GENEL KURUL KONUŞMASI
Konu: 2025 Yılı Merkezi Yönetim Bütçe Kanunu Teklifi ile 2023 Yılı Merkezi Yönetim Kesin Hesap Kanunu Teklifinin Maddeleri münasebetiyle
Yasama Yılı:3
Birleşim:38
Tarih:18.12.2024

ÖZGÜR ERDEM İNCESU (Ardahan) - Sayın Başkan, değerli milletvekilleri; Genel Kurulu saygıyla selamlıyorum.
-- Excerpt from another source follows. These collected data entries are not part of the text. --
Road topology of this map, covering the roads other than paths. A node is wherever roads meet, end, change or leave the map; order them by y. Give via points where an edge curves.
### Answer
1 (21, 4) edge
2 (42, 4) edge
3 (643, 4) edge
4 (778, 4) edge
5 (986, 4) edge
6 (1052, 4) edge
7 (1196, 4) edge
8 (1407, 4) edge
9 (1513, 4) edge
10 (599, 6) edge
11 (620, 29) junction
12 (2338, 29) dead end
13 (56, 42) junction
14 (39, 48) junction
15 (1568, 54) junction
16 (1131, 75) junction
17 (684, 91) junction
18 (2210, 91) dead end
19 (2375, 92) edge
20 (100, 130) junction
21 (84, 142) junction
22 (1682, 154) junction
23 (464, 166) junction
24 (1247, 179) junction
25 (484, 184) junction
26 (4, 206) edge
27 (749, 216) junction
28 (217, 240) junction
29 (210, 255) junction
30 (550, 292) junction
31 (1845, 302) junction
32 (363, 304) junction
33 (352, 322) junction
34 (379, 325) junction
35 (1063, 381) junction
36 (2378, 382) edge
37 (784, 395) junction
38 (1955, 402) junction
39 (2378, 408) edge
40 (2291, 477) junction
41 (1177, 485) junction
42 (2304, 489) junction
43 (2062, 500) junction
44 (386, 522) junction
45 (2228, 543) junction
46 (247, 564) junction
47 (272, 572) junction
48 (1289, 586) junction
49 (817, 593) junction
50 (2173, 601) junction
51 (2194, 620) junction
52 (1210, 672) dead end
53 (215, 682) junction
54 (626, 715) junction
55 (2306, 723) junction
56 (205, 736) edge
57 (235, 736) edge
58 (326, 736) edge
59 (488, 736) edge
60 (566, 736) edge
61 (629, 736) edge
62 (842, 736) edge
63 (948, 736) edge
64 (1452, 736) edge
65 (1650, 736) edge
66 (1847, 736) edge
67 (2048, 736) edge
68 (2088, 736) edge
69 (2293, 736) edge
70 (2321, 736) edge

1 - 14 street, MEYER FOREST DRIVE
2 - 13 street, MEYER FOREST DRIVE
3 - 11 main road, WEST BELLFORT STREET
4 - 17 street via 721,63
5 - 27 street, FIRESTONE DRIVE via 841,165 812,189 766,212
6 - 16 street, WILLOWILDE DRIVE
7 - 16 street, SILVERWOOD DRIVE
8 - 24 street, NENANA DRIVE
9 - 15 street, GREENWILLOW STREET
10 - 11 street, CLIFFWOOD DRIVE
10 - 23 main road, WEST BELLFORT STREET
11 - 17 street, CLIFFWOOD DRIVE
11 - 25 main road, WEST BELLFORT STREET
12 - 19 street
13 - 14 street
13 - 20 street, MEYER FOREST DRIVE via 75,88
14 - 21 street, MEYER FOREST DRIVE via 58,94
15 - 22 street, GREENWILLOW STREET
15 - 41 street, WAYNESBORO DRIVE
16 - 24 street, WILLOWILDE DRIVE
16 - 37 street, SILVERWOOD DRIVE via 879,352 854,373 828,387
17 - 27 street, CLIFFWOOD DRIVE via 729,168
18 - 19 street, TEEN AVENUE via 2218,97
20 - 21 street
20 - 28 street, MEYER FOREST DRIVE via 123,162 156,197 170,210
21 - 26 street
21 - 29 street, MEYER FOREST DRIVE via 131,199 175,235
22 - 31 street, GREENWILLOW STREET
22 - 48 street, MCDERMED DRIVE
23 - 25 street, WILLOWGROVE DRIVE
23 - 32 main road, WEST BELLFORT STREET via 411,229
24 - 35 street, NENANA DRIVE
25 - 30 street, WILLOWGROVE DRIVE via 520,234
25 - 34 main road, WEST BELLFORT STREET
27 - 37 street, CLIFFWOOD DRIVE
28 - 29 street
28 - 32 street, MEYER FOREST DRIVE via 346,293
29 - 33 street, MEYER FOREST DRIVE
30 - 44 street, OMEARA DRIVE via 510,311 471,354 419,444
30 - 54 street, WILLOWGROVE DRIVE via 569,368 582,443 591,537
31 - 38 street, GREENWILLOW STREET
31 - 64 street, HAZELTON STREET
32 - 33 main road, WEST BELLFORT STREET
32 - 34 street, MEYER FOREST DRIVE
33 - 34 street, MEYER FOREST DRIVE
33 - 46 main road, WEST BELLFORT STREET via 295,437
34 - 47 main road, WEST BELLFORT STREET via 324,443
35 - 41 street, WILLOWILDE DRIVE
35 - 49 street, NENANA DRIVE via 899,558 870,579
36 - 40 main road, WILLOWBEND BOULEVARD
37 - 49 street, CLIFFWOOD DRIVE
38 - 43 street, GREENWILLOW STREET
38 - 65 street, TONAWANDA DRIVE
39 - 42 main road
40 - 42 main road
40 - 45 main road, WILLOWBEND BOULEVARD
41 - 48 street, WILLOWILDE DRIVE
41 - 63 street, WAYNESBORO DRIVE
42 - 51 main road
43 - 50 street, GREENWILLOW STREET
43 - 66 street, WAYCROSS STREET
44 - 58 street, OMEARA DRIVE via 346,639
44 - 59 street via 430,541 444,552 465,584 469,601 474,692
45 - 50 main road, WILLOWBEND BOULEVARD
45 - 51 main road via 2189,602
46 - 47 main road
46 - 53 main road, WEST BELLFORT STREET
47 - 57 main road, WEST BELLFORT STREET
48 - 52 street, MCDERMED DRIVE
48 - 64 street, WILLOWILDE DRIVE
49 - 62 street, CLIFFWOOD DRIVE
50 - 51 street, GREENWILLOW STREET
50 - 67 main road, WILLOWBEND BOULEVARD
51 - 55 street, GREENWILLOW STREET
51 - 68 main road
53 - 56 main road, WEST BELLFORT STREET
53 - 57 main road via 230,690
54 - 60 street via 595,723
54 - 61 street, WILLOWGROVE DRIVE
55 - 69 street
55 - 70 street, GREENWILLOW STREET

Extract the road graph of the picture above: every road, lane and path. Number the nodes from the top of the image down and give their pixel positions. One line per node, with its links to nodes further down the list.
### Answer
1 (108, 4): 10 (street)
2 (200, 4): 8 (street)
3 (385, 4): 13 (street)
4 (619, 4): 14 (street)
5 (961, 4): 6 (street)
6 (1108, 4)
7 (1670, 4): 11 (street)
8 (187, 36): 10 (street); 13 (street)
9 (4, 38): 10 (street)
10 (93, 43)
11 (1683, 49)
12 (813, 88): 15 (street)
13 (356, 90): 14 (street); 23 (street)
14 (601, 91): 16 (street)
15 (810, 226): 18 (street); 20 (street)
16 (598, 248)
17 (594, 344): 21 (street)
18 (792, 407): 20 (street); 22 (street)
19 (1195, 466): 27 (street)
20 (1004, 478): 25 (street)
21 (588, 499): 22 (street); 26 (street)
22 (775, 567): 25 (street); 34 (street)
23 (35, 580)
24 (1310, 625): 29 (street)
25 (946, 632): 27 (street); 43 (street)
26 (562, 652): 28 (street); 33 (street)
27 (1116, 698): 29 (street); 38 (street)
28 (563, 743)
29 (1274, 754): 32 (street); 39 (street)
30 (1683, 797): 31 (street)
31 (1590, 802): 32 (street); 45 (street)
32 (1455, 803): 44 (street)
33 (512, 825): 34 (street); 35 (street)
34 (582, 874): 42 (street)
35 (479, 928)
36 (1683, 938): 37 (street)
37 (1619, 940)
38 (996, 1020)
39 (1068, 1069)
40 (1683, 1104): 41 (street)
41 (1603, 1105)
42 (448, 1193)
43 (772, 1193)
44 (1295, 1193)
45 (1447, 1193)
Türkiye nüfusunun yüzde 93'ü il ve ilçe belediyelerinin sınırları içerisinde yaşıyor. Bu durum, yerel yönetimlerin vatandaşların yaşam kalitesini iyileştirip refahını artırmada ve hayatını kolaylaştırmada ne denli etkili bir pozisyonda olduğunu ortaya koymaktadır. Yapılan son yerel seçimlerde Cumhuriyet Halk Partisi halkımızın verdiği destekle Türkiye'nin birinci partisi olmuştur. Yönetimimize geçen belediyelerde çok hızlı bir şekilde sosyal belediyecilik ilke ve uygulamalarını hayata geçirmeye başladık. Ankara ve İstanbul başta olmak üzere halka dokunan, onların günlük hayatını olumlu etkileyen politikaları bütün belediyelerimize yaydık. Bizler, bütün bu hizmetlerimizi parti ayrımı gözetmeksizin tüm vatandaşlarımızı kucaklayarak gerçekleştiriyoruz. Fakat siz, merkezî yönetimin gücünü, en son yapılan uygulama gibi belediyelerin hesaplarına bloke koyarak muhalefet belediyelerini zayıflatmak için kullanır ve mücadele alanına çevirirseniz burada mağdur olan çalışanlar ve vatandaşlarımız olacaktır. Mesela Ardahan Posof Belediyesi son on yıldır AK PARTİ yönetimindeydi, son seçimlerde Cumhuriyet Halk Partisi seçimi kazandı; geçmiş on yılın borcu için takip başlatıldı, vatandaştan gelen tepki üzerine geri kaldırıldı. Ardahan'da şu anda 1 metre kar var, sizler "Nasıl yardımcı oluruz? Bu Ardahan'ın tünellerini, eksiklerini nasıl tamamlarız?" diye düşünmek yerine çalışmaları engellemeye çalışıyorsunuz. Benzer durum İstanbul'da, Ankara'da birçok belediyemizde var. SGK prim borçları için adım atılıyor ancak çözümler kabul edilmiyor. Sayıştayın SGK denetim raporunda kurumun belediyelerden prim borcu alacaklarının toplam borca oranının yüzde 10'u geçmediğini görüyoruz. Anlıyoruz ki amaç üzüm yemek değil.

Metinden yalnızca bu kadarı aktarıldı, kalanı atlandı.